The ending hints at a possible continuation (The Bourne Supremacy), and although I was disappointed that the roller coaster ride had come to an end, I knew that there was another book, and another ride, just around the corner. A great book; I would recommend it to anyone.


Those of you who have seen the film by the same name (released in 2002) should not believe that you do not have to read the book: the film and the book are two completely different realities. The film has grown out of several ideas in the book, but in no way does it replicate the book, even though it has retained the name. Watching it after I had read the book was a great disappointment, because had it kept to the book it could have been ever so much more intelligent, exciting and believable.

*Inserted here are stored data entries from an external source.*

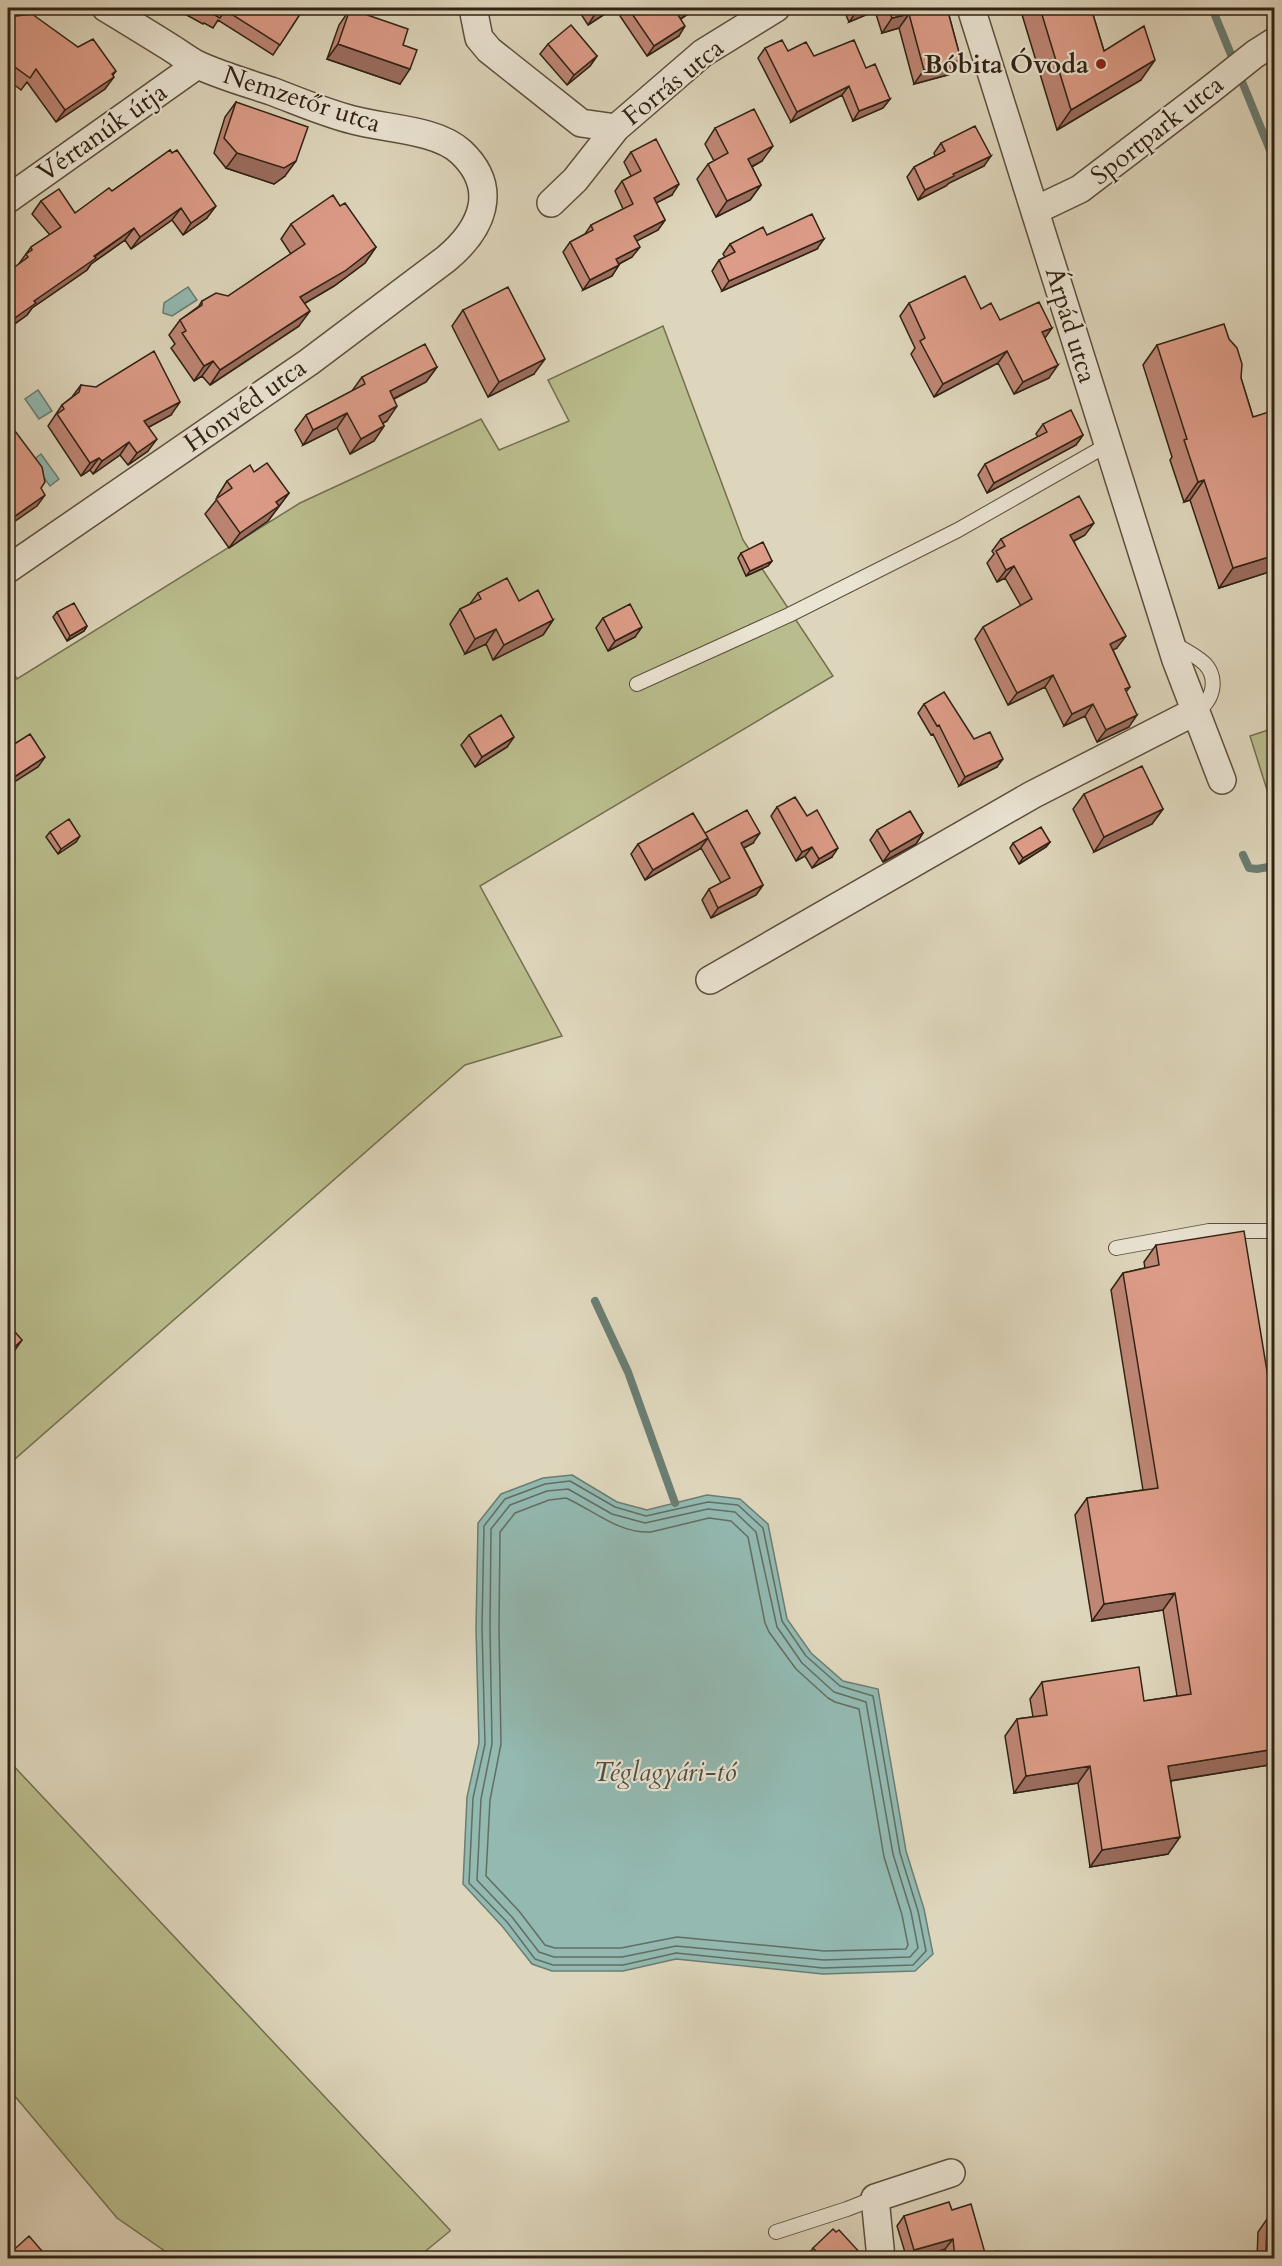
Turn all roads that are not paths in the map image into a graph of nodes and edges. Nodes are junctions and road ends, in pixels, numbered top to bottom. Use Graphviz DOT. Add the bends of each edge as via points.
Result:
graph roads {
  1 [pos="106,8"];
  2 [pos="473,8"];
  3 [pos="776,8"];
  4 [pos="971,8"];
  5 [pos="1265,48"];
  6 [pos="197,65"];
  7 [pos="615,128"];
  8 [pos="8,199"];
  9 [pos="551,203"];
  10 [pos="1036,210"];
  11 [pos="472,228"];
  12 [pos="1109,444"];
  13 [pos="8,569"];
  14 [pos="637,684"];
  15 [pos="1194,712"];
  16 [pos="1222,780"];
  17 [pos="710,980"];
  18 [pos="1275,1231"];
  19 [pos="1116,1248"];
  20 [pos="951,2173"];
  21 [pos="874,2198"];
  22 [pos="776,2232"];
  23 [pos="880,2259"];
  1 -- 6 [label="street, Nemzetőr utca"];
  2 -- 7 [label="street, Forrás utca" via="479,38 489,50 581,123"];
  3 -- 7 [label="street, Forrás utca" via="703,53"];
  4 -- 10 [label="street, Árpád utca"];
  5 -- 10 [label="street, Sportpark utca" via="1080,189"];
  6 -- 8 [label="street, Vértanúk útja"];
  6 -- 11 [label="street, Nemzetőr utca" via="349,119 428,136 459,150 483,186 479,216"];
  7 -- 9 [label="street" via="575,180"];
  10 -- 12 [label="street, Árpád utca"];
  11 -- 13 [label="street, Honvéd utca" via="446,260 309,362"];
  12 -- 14 [label="lane" via="948,535 789,615"];
  12 -- 15 [label="street, Árpád utca"];
  15 -- 16 [label="street, Árpád utca"];
  15 -- 17 [label="street" via="1032,795"];
  18 -- 19 [label="lane" via="1209,1231"];
  20 -- 21 [label="street"];
  21 -- 22 [label="lane"];
  21 -- 23 [label="street"];
}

Photo of Robert Ludlum from Goodreads

18 April 2017

Not to Disturb by Muriel Spark, UK, 1971



Witty and intelligently written, this novella is set in a upper-class home outside Geneva on a particularly stormy and inclement night. The Baron and the Baroness have withdrawn to the library with their secretary and have impressed upon the staff that they are not to be disturbed.


With the three central characters off-stage in the library, the butler, Lister, orchestrates the entire evening as though it is a play; reality and the absurd are expertly woven together; and it is difficult to know where the one begins and the other ends. The butler and the other members of the staff prepare for a three-way tragedy, although why or how this should be happening remains a partial mystery. With great flair, Lister organizes everything for the expected onslaught by police, the media and outsiders at daybreak; he has even given taken care of things like the Baron’s mad brother cloistered in the attic and the inheritance of the estate. Everyone practises the lines he or she will later repeat for the police and others, and, like the director of a play, Lister adds a word here, removes a sentence there, makes suggestions...



Not to Disturb needs to be read several times in order to appreciate the satire and the very clever twists and turns of language. The ending leaves the reader with many questions: how much did the staff actually know in advance? Were they complicit in the tragedy? What happened afterwards? . . . Perhaps one of the strengths of the novella is that there are no definite answers to these many questions.


The photo of Muriel Spark in 1960 is from Wikipedia

04 April 2017

The Good People by Hannah Kent, Australia, 2016


Hannah Kent’s second book follows in the footsteps of her first book, Burial Rites, where the story plays out against a background that is harsh, grey, cold and unforgiving. While Burial Rites is set in Iceland, The Good People has the Irish winter of 1825/1826 as its background. Kent’s ability to capture a physical sensation of cold and deprivation in her writing is to be admired.

This is a book about the complexity of myth and superstition and the way in which it merges with traditional religious belief. The story, situated in an Irish rural village of the early nineteenth century, centres on three women: Nόra, newly widowed and the guardian of her deceased daughter’s four-year-old child, Micheál; Nance, the village wise woman; and Mary, a fourteen-year-old girl hired by Nόra to help her with Micheál.


Micheál is disabled, though, if we are to believe Nόra, he began life as well and healthy as any other child. Although she fears that her daughter and son-in-law may have failed to care for him and feed him properly, Nance strongly believes that he is a changeling: the real Micheál has been taken by the fairies or the good people.

The story unwinds against a background where a depressing Irish winter competes only with ignorance, herbal remedies and an unbelievable array of concoctions to ward off harm and/or bring luck. Traditional religious practices may be part of every-day life for these people, but as the new priest soon realizes (much to his chagrin) his flock is not only Christian but also pagan.

The Good People should appeal to most readers but especially to those who have experienced Irish superstitions and folk lore at first hand. It is a book that once commenced cannot be put down.